Et puis papa a relâché le battant de bois, il s’est penché sur le corps inerte du chat et il a délicatement dégagé la douce et chaude carcasse de notre P’titou d’entre les machoires ensanglantées... un P’titou qui ne volerait plus jamais...

Nous avons tous pleuré ! Un vrai et profond chagrin...

Et, en moi, une colère infinie contre cette injustice atroce !

Mais alors que je vidais mon cœur, que je me réjouissais de la mort de l’auteur de cet acte barbare, que, entre deux sanglots, je remerciais papa de l’avoir si justement puni, il a hoché tristement la tête en me disant qu’il n’avait jamais eu l’intention de faire ça !

Le retenir, le coincer... à la limite l’assommer... oui... mais pas le tuer !

Devant mon début d’indignation il a souligné que ce qui s’était passé là était absolument normal. Que les chats coursent logiquement les oiseaux, et qu’il ne fallait pas voir en cela un signe de cruauté !

Que, la nature étant ainsi faite, tous les animaux sont à un moment donné, chacun la proie d’un autre.

Que, à la limite, pour avoir domestiqué un oiseau au point d’éteindre en lui tout instinct de prudence, nous étions, nous, davantage coupables que ce pauvre matou qui n’avait fait qu’obéir au sien propre... de chasseur !

Il a avoué ses regrets pour, poussé par une angoisse égale à la nôtre, ne pas avoir su mieux se contrôler.

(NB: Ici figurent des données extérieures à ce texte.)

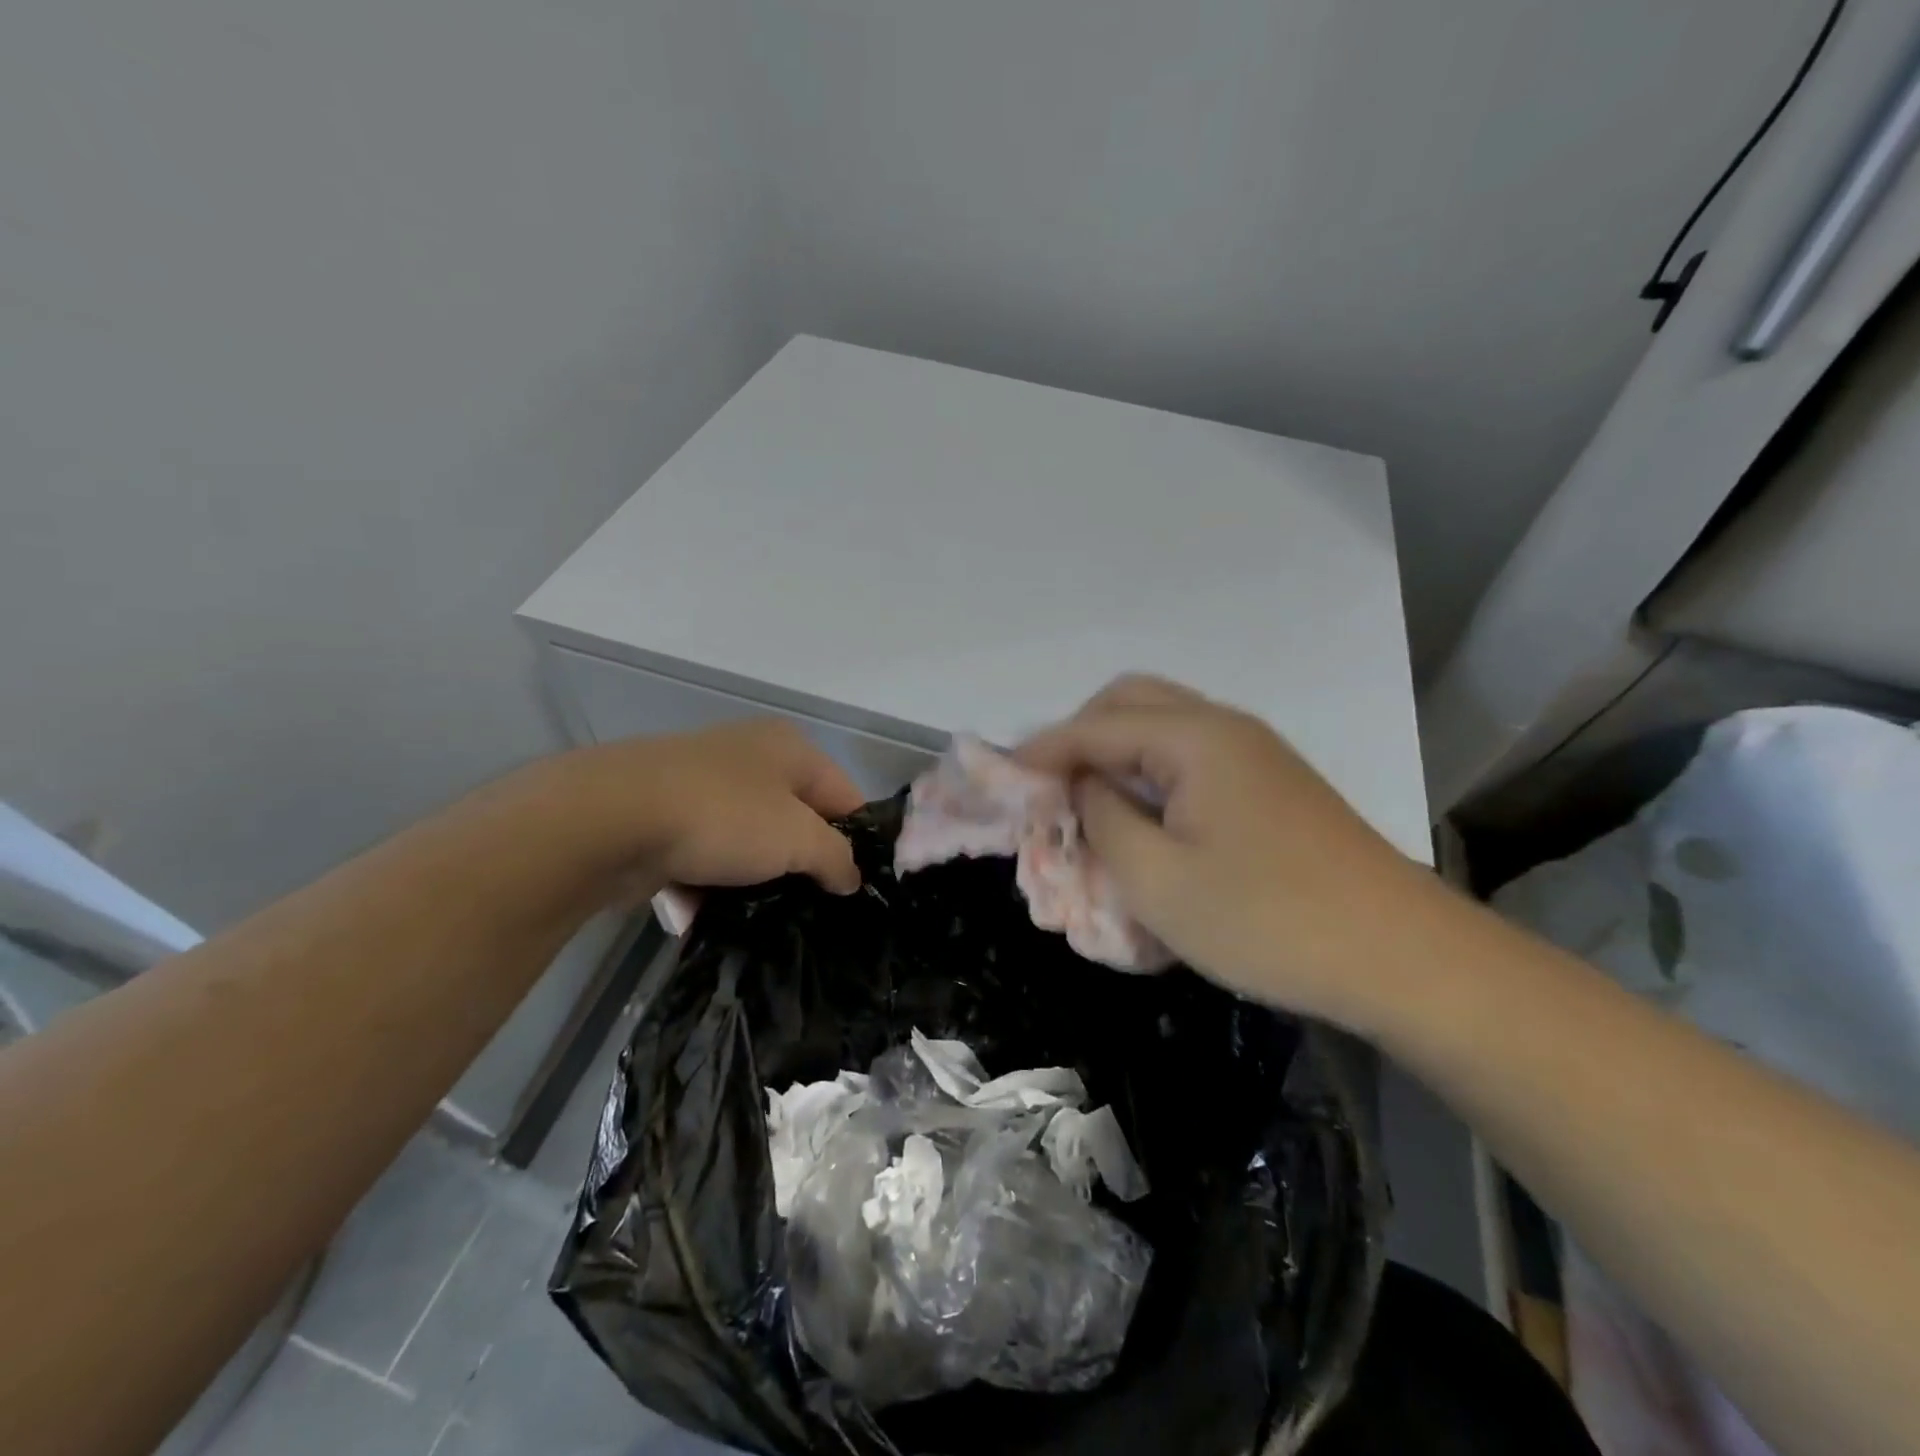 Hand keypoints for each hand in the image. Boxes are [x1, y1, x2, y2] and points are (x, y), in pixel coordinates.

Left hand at [547, 719, 866, 898]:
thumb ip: (837, 858)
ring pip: (746, 841)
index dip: (856, 842)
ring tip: (760, 919)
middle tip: (812, 908)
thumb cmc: (723, 817)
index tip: (856, 889)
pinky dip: (705, 883)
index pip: (844, 796)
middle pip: (794, 819)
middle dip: (801, 864)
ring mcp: (701, 784)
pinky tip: (703, 914)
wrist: (607, 819)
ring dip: (752, 879)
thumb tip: (851, 878)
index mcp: (790, 748)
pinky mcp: (662, 815)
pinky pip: (701, 854)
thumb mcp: (798, 840)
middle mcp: (749, 756)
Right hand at [1017, 676, 1435, 1020]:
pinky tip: (1145, 823)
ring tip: (1089, 806)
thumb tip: (1081, 787)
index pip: (1095, 725)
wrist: (1400, 956)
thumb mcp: (1156, 880)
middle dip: (1080, 737)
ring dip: (1117, 755)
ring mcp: (1254, 754)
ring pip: (1163, 729)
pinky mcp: (1271, 786)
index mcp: (1194, 738)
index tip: (1000, 781)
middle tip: (1051, 788)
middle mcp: (1224, 727)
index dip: (1041, 751)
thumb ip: (1101, 820)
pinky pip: (1192, 760)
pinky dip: (1151, 777)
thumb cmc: (1267, 919)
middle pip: (1131, 703)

Que le chat ne méritait pas plus la mort pour avoir voulu gober notre P’titou que le boucher qui abat, pour nourrir ses clients, un bœuf tendrement élevé par une fermière.

Et à mon « Papa ! Mais c’est P’titou que ce monstre a tué, ce n’est pas n’importe quel oiseau ! »

- Justement, Brunéline... pour lui, ce n’était qu’un oiseau comme un autre !

C’est ce jour-là que j’ai pris conscience que tous, autant que nous sommes, nous ne comptons pas, nous ne sommes rien.

Et que si nous devenons un jour importants, précieux, essentiels pour quelques-uns, c’est par l’amour que nous leur portons et par celui que nous recevons d’eux.

Peu de temps après ce drame, papa maman m’ont offert le Petit Prince...

Je l’ai toujours... un des trois ou quatre livres, avec le Chat Botté, qui m’ont suivie partout.

Je le lis encore souvent. Et... je ne sais pourquoi... sa lecture m’apporte à chaque fois une émotion différente.

Suivant que j’ai le cœur lourd ou léger.